Louisiana Hospitals Are Close To Capacity Due To The Massive Hurricane Hitting The State In The Wake Of The COVID19 Pandemic

The storm is approaching as the state has about 68% of all hospital beds, including 84% of intensive care beds, according to The Daily Advertiser’s hospital capacity schedule. 

Louisiana Hospitals Are Close To Capacity Due To The Massive Hurricane Hitting The State In The Wake Of The COVID19 Pandemic

The delta variant of COVID19 has spread across the United States and Louisiana, depleting hospital resources. Insiders previously reported that many hospitals in the state are approaching “severe rejection” and have begun to postpone non-emergency procedures and transfer patients. 

“We are rapidly approaching the point where we could have a major disruption in our health care delivery system,” Gov. John Bel Edwards said at a press conference in early August. “There are people whose treatment has been postponed to such an extent that for them it was not successful.” 
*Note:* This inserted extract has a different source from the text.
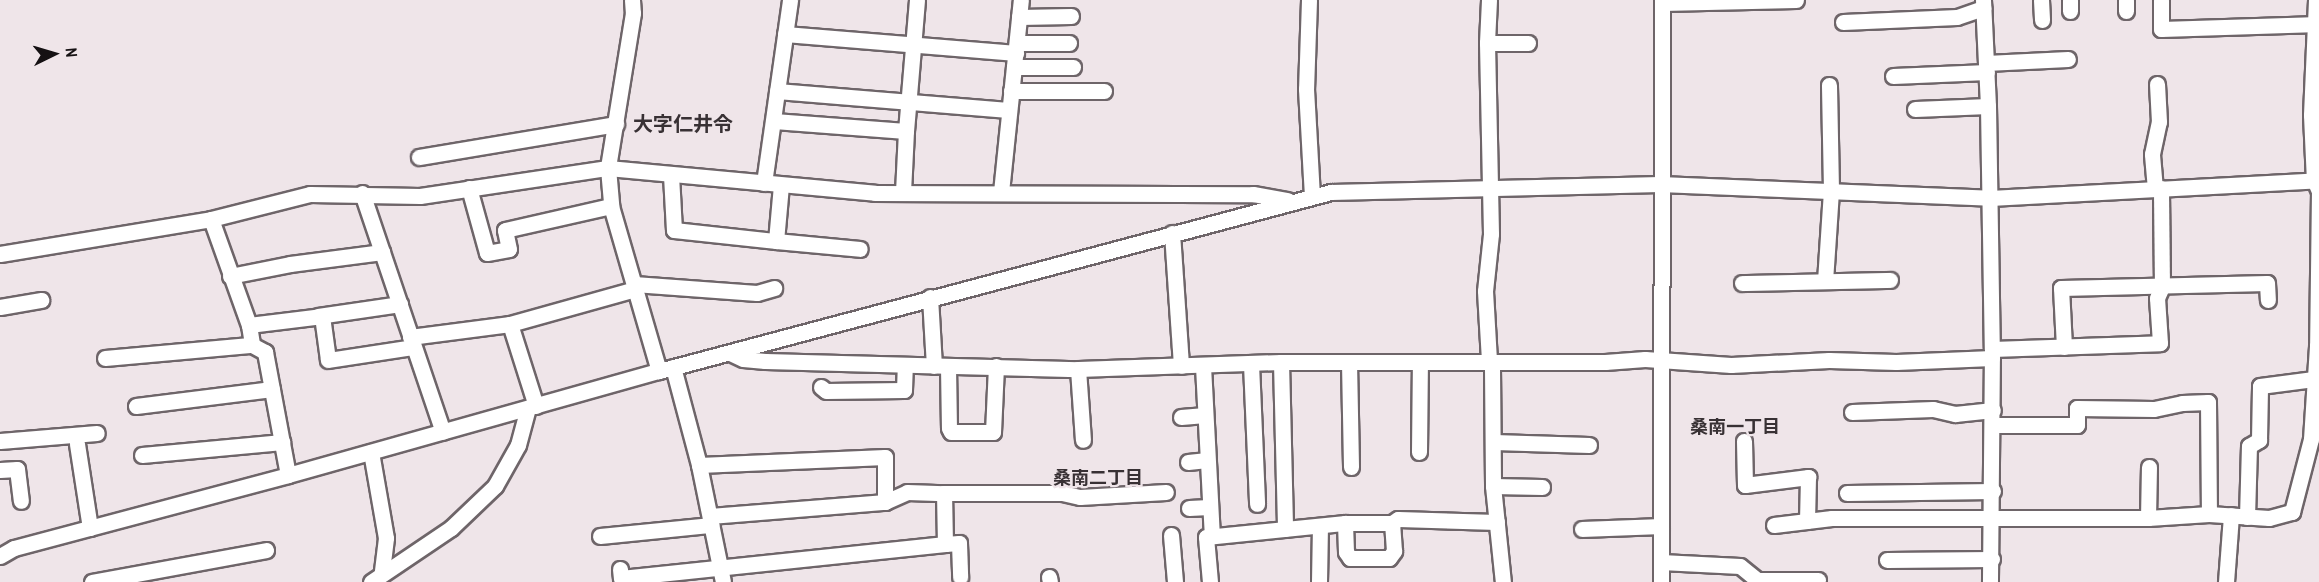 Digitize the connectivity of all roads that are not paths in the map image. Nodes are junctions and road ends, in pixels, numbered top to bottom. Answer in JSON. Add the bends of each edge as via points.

New Orleans Mayor Latoya Cantrell on Friday called for a mandatory evacuation of any area of ​​New Orleans outside the city’s dam system but said the city has no plans to evacuate any hospitals and the patient will remain here. 

Louisiana’s largest hospital, Our Lady of the Lake Regional Medical Center in Baton Rouge, released a statement Friday that it has the necessary supplies, generators, and personnel to provide safe care for many of its patients during the storm.

“We take into account the high complexity of our COVID19 investigation and ensure that we are able to provide care to all the patients who need us,” said Stephanie Manson, CEO of Our Lady of the Lake. “We have the supplies, backup generators, and staffing plans to meet this goal.” Warner Thomas, President, and CEO of Health Systems Ochsner said in a press release on Friday that Ochsner hospitals are also ready to operate for more than a week.

Ochsner operates 40 hospitals across the state and currently serves 254 intensive care patients, 70% of whom are currently ventilated.

“All of our deliveries were ordered – 10 days of supplies, food, fuel, medicine, and medicine,” says Thomas. “We have been preparing for at least ten days.”

Ochsner Chief Operating Officer Mike Hulefeld says the only hurdle the hospital system faces when a storm approach is to provide housing for all staff while adhering to appropriate hospital health and safety protocols for the coronavirus. 
Both Ohzner and Our Lady of the Lakes say their hospitals are working with state authorities to get additional resources if needed.
Despite the current stressful situation in hospitals, Ochsner leaders say they will take on everyone who needs help.
“Our options are limited, but if people come, we will take care of them,” says Thomas.